5-Fluorouracil (5-FU) is used for: Palliation of malignant neoplasms, Superficial basal cell carcinoma, Oesophageal carcinoma, Carcinoma of Colon, Carcinoma of Breast, Carcinoma of Ovary, Carcinoma of Liver, Carcinoma of Pancreas, Carcinoma of Rectum, Carcinoma of Stomach
Adult: IV Palliation of malignant neoplasms 12 mg/kg/day (max: 0.8-1g/day) for 3-4 days, if no toxicity occurs, may be followed after 1 day w/ 6 mg/kg on alternate days for another 3-4 doses. May repeat course 4-6 wk later or maintenance doses of 5-15 mg/kg (max: 1 g) may be given wkly. Cancers of Colon, Breast, Ovary, Liver, Pancreas, Rectum, Stomach Various protocols exist 500 mg/sq.meter IV on Days 1-5, OR 450-600 mg/sq.meter IV weekly, OR 200-400 mg/sq.meter IV continuous infusion qD Not to exceed 800 mg/day As an infusion: 15 mg/kg/day (max: 1 g/day), continue until toxicity occurs or a total of 12-15 g is given. May repeat course 4-6 wk later. Intra-arterial Palliation of malignant neoplasms 5-7.5 mg/kg/day as continuous infusion (regional perfusion). Hepatic impairment: Dose reduction may be required.
Child: Safety & efficacy not established.
Renal impairment: Dose reduction may be required.
IV Preparation IV Push: dose/syringe (concentration: 50 mg/mL); max syringe size for IVP is 30 mL syringe and syringe should be <75% full Continuous IV Infusion/IVPB: dose/50-1000 mL D5W or NS; syringe and solution are stable for 72 hr at 4 to 25°C IV Administration Direct IV push injection (50 mg/mL solution needs no further dilution) or by IV infusion Toxicity may be reduced by giving the drug as a constant infusion Bolus doses may be administered by slow IVP or IVPB Warm to body temperature before using Continuous IV infusion may be administered in D5W or NS Solution should be protected from direct sunlight 5-FU may also be administered intra-arterially or intra-hepatically Use plastic IV containers for continuous infusions (stable in plastic IV bags than in glass bottles)
Topical application on mucous membranes, exposure to sunlight, hypersensitivity. Depressed bone marrow function, poor nutritional status, potentially serious infections. Pregnancy and lactation.

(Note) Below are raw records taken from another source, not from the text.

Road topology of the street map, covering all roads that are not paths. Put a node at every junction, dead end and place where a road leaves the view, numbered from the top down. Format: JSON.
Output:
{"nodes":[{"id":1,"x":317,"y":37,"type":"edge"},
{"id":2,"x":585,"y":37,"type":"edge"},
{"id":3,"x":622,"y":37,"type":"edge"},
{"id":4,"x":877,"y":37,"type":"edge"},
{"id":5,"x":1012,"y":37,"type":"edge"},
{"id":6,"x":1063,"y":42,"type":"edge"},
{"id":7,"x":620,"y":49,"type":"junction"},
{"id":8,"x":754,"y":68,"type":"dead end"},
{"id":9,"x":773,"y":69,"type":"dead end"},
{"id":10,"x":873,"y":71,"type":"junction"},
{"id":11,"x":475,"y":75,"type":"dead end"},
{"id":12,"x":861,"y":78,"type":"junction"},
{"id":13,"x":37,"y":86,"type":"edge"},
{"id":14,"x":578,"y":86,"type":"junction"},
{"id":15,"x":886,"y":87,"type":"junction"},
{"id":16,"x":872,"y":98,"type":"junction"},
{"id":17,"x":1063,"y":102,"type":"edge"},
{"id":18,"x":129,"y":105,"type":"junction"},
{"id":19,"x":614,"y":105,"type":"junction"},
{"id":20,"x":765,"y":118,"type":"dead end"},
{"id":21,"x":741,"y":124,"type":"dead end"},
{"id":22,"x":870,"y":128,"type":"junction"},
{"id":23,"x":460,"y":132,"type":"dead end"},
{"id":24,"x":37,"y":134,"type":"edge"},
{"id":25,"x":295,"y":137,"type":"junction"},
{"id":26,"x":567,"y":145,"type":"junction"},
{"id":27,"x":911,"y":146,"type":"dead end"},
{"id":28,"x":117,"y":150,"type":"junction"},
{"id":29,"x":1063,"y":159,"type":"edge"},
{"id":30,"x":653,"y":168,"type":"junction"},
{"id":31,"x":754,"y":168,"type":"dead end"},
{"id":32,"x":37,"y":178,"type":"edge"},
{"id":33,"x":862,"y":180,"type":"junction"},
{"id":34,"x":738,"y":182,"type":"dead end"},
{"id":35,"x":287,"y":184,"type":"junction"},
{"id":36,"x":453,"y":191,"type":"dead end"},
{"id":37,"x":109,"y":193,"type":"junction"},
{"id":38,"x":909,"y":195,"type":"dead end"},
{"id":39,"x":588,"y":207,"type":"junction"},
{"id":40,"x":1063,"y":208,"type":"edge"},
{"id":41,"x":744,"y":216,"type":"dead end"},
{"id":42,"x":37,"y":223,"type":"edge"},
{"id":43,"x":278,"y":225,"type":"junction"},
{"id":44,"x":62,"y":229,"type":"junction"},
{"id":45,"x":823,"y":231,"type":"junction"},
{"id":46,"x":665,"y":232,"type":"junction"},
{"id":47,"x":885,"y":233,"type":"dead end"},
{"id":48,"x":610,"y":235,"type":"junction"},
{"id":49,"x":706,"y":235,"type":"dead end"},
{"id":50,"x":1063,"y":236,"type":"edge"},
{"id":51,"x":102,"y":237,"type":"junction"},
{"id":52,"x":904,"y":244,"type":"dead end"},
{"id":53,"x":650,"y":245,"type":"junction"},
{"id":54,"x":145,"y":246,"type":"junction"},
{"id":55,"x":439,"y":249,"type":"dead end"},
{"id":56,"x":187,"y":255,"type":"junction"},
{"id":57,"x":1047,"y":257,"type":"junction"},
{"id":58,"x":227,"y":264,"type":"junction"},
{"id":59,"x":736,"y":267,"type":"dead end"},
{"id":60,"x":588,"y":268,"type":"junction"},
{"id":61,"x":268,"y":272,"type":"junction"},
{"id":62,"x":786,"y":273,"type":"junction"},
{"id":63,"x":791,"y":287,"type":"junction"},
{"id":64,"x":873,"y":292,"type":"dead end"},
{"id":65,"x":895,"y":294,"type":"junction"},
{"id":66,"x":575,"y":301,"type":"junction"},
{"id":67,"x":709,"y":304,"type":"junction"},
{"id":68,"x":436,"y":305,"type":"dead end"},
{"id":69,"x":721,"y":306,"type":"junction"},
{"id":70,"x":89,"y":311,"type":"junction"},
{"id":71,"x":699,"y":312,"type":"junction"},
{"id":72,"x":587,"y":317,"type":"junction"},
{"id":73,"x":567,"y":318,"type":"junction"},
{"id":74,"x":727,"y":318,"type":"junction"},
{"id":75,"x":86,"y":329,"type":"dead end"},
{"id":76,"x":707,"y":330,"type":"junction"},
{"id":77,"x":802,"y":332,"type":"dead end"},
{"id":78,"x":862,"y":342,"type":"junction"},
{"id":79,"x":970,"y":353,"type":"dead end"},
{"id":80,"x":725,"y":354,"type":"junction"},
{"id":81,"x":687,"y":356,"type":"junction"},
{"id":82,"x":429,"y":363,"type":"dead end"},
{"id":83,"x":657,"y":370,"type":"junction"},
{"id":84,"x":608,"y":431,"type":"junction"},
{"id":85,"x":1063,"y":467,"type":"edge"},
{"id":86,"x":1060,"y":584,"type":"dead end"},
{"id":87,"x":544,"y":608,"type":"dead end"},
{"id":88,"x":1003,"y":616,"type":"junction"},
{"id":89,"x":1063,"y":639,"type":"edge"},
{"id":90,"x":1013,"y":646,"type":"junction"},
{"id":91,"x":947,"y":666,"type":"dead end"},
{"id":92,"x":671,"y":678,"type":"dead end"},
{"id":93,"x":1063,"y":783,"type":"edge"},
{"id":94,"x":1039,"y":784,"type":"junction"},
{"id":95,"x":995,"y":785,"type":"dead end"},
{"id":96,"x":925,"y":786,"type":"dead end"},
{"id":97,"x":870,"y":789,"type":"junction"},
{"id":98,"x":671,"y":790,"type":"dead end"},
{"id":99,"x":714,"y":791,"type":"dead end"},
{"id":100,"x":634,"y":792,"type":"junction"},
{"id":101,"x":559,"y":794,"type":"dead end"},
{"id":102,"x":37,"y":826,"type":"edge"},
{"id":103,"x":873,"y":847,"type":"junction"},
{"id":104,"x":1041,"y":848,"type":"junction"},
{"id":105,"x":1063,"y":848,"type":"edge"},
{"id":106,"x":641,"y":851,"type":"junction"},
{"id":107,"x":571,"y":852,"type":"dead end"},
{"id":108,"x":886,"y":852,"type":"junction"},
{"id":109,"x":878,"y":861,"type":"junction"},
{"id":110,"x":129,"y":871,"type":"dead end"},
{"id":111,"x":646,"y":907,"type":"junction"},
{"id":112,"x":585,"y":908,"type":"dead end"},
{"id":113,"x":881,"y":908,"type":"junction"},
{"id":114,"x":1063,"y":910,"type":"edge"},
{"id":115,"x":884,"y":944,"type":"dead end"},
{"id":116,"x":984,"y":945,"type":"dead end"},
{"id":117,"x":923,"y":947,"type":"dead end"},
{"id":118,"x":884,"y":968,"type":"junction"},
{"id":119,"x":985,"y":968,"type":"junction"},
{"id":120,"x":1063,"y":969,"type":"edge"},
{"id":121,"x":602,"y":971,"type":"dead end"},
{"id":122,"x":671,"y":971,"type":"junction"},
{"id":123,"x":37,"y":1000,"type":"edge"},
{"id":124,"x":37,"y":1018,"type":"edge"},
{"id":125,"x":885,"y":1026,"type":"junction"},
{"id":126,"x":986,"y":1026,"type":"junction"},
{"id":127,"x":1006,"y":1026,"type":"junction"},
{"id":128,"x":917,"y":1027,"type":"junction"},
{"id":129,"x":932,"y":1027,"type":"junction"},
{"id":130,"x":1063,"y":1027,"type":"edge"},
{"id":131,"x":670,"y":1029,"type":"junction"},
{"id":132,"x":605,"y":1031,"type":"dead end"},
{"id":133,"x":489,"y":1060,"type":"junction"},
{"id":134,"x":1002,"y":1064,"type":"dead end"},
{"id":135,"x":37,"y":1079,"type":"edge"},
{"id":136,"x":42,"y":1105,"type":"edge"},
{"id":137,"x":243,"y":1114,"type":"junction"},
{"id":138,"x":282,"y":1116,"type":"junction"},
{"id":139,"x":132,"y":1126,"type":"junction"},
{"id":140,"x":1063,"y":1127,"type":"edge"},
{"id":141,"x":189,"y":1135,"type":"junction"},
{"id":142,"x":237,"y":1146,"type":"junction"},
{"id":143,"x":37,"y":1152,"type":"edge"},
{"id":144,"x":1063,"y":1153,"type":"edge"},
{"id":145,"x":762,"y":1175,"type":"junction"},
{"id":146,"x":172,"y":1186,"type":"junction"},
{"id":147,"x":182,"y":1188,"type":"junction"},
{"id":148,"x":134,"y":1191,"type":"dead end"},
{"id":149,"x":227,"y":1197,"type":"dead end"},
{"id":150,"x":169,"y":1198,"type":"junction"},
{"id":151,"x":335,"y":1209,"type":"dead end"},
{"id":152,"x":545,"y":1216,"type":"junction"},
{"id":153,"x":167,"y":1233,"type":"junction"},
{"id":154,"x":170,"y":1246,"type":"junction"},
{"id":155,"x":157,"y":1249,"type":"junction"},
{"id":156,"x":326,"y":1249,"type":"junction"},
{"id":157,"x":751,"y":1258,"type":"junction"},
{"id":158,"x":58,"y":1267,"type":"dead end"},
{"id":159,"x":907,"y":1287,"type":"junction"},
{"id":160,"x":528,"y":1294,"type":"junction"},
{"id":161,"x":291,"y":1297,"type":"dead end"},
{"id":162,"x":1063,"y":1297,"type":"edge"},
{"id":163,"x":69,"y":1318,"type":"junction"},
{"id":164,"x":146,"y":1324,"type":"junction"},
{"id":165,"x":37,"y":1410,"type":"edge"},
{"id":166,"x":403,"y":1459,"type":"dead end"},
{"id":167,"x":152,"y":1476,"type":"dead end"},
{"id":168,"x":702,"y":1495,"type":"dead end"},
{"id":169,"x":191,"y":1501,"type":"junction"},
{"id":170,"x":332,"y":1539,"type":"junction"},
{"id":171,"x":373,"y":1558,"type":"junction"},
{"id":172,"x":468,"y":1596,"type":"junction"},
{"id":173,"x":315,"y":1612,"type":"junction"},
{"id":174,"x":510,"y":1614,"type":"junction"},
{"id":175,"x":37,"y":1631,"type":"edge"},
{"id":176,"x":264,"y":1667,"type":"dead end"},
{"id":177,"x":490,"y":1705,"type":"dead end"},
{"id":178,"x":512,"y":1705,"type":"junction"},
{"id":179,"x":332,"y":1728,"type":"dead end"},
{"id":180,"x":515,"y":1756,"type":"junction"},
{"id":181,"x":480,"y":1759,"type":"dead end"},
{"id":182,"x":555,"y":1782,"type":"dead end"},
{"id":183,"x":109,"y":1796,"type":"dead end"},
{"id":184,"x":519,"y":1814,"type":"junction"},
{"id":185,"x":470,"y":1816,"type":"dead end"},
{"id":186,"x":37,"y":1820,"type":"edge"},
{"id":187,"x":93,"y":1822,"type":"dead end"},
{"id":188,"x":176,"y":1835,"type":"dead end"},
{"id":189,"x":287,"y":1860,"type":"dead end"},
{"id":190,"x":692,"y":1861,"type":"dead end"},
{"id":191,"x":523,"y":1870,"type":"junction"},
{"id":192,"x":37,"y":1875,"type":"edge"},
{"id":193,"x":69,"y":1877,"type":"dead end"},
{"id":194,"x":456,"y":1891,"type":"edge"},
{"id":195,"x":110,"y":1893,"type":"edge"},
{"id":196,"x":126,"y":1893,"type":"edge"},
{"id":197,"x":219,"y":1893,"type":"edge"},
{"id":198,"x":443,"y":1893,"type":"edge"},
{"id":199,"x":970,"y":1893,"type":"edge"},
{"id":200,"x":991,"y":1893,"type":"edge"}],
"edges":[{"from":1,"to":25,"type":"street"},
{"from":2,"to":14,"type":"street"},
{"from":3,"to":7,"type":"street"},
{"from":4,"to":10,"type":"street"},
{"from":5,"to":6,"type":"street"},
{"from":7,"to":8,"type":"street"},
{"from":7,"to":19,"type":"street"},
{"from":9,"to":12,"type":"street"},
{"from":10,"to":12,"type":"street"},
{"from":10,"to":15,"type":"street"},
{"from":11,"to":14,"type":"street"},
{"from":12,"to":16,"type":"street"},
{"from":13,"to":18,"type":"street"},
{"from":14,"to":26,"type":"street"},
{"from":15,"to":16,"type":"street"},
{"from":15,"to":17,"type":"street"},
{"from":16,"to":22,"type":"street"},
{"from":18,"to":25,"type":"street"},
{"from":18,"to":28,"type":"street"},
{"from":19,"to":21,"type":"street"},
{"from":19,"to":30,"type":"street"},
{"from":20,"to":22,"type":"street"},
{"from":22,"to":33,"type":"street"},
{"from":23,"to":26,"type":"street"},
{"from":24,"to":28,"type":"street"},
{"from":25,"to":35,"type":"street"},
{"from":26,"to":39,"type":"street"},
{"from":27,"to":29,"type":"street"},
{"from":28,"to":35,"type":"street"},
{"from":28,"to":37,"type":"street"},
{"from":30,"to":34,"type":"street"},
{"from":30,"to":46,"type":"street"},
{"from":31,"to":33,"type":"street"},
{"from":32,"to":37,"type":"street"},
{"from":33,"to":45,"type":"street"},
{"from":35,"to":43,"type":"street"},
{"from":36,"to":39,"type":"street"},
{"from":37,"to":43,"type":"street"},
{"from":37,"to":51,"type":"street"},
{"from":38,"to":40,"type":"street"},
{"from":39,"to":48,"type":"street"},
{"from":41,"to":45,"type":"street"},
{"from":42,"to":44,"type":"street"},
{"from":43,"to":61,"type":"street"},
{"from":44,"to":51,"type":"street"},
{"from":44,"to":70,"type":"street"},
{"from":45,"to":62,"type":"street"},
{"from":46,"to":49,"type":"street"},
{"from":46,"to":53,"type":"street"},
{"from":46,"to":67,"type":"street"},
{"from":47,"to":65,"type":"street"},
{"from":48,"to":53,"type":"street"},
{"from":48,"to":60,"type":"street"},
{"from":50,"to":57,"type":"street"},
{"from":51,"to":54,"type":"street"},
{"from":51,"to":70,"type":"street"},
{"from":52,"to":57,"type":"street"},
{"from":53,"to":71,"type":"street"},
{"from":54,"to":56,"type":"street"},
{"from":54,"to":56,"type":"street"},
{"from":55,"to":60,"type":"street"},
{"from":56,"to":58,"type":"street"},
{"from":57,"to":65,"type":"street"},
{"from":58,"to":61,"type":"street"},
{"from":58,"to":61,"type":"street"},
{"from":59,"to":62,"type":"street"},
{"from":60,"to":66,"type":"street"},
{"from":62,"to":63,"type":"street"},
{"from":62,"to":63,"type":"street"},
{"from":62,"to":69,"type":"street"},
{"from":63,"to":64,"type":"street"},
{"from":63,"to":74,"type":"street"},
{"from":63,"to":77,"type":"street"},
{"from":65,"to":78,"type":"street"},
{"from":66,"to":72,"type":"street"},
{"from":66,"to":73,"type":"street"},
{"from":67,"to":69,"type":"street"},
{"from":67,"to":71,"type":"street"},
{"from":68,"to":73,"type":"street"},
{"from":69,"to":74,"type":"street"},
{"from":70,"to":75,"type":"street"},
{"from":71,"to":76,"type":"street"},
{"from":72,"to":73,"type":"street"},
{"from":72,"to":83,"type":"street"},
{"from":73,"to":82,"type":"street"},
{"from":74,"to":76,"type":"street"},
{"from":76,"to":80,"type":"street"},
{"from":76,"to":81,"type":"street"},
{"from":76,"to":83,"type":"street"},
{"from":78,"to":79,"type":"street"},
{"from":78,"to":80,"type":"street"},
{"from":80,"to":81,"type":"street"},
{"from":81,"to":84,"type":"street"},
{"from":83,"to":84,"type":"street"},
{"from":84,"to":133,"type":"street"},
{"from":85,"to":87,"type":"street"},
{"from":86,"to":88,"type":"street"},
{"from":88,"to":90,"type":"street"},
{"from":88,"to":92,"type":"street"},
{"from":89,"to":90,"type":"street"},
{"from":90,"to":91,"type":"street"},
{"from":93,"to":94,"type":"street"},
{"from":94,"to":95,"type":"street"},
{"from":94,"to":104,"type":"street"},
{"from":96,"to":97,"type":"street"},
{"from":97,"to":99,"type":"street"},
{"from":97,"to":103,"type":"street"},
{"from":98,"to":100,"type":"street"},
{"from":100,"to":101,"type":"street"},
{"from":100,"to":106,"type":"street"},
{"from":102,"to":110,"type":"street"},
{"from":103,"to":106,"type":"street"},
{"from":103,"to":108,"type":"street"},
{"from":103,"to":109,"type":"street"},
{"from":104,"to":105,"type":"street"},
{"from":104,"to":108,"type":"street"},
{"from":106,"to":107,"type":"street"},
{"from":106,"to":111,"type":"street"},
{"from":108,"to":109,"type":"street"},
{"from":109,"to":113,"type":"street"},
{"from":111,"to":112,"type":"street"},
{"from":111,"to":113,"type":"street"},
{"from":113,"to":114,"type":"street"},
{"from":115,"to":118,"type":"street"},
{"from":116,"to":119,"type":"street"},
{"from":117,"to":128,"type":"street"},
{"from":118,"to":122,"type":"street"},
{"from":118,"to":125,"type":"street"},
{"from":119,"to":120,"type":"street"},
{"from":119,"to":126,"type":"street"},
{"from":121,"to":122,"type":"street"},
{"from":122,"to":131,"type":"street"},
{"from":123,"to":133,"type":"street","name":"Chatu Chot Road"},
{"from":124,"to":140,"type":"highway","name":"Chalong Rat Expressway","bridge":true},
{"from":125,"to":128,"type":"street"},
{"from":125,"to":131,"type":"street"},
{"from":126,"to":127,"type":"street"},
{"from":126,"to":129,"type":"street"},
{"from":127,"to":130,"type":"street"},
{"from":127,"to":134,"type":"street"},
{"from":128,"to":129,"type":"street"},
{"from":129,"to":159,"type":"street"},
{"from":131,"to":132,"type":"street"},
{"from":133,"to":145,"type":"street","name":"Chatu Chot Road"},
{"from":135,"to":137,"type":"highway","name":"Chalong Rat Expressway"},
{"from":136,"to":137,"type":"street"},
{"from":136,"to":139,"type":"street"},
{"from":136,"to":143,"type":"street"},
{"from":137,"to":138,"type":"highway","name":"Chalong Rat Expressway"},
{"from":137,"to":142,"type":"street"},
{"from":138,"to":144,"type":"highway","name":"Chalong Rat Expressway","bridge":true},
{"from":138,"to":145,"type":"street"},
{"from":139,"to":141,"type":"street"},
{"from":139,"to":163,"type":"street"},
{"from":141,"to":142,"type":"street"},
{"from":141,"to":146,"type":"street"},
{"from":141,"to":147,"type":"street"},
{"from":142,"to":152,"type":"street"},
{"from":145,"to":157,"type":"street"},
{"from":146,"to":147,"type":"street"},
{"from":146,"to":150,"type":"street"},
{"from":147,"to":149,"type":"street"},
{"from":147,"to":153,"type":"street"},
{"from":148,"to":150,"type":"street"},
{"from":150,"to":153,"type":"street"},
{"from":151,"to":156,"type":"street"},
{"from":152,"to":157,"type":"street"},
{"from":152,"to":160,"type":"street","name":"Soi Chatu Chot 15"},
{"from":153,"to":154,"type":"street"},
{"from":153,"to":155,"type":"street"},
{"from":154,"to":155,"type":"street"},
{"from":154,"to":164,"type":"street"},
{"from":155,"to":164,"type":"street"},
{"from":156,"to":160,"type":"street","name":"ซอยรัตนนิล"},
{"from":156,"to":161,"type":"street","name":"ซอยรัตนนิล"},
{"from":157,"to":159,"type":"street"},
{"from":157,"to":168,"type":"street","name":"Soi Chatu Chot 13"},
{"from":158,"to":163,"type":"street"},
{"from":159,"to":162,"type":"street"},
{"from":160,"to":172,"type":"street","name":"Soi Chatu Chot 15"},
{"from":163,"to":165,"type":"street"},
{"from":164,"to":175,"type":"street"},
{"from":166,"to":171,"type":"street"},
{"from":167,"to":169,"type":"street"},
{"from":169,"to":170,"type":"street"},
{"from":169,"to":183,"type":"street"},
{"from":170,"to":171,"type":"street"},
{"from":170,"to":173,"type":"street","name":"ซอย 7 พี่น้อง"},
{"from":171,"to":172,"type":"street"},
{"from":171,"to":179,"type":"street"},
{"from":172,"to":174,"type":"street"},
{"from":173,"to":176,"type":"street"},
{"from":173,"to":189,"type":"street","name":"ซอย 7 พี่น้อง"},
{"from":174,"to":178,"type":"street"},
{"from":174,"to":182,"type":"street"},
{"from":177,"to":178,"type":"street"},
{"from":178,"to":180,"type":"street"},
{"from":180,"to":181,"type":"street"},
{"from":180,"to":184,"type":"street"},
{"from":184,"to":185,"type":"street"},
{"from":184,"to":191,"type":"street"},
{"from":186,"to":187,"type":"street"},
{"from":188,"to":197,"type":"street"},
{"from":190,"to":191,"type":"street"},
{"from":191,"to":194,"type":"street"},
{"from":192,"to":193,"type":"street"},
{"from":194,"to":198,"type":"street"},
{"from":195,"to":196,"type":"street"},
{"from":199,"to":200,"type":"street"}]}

Regular monitoring of blood counts. History of heart disease, hepatic or renal insufficiency, weak or malnourished patients, patients who with history of high-dose pelvic radiation or use of alkylating agents. Patients with widespread metastases to the bone marrow. Lactation: excretion in milk unknown; do not nurse.
Pregnancy Category: D Risk Summary There are no adequate and well-controlled studies with fluorouracil in pregnant women. Based on its mechanism of action, fluorouracil can cause fetal harm when administered to a pregnant woman. Lactation: excretion in milk unknown; do not nurse
May increase warfarin effects. May reduce response to vaccines; possibility of generalized infection with live vaccines. Action may be modified by allopurinol. Leucovorin calcium may enhance the toxicity of fluorouracil.
Side effects of 5-Fluorouracil (5-FU) : 1-10% Loss of appetite, Headache, Nausea, Vomiting, Diarrhea, Mucositis, Myelosuppression, Alopecia, Photosensitivity, Hand-foot syndrome, Maculopapular eruption (pruritic) Frequency Not Defined Angina, Coronary arteriosclerosis, Thrombophlebitis, Darkening of veins, Gastrointestinal ulcer, Increased alkaline phosphatase, Increased LFTs, Hyperbilirubinemia, Hypercholesterolemia (increased LDH), Anaphylaxis, Nystagmus, Ophthalmic findings Potentially Fatal: Central neurotoxicity, myocardial ischaemia.
Mechanism of Action
Fluorouracil interferes with DNA synthesis by blocking the conversion of deoxyuridylic acid to thymidylic acid. It also interferes with RNA synthesis. This results in an unbalanced growth of the cells. Fluorouracil exerts greater effect on rapidly growing cells as they take up the drug at a faster rate.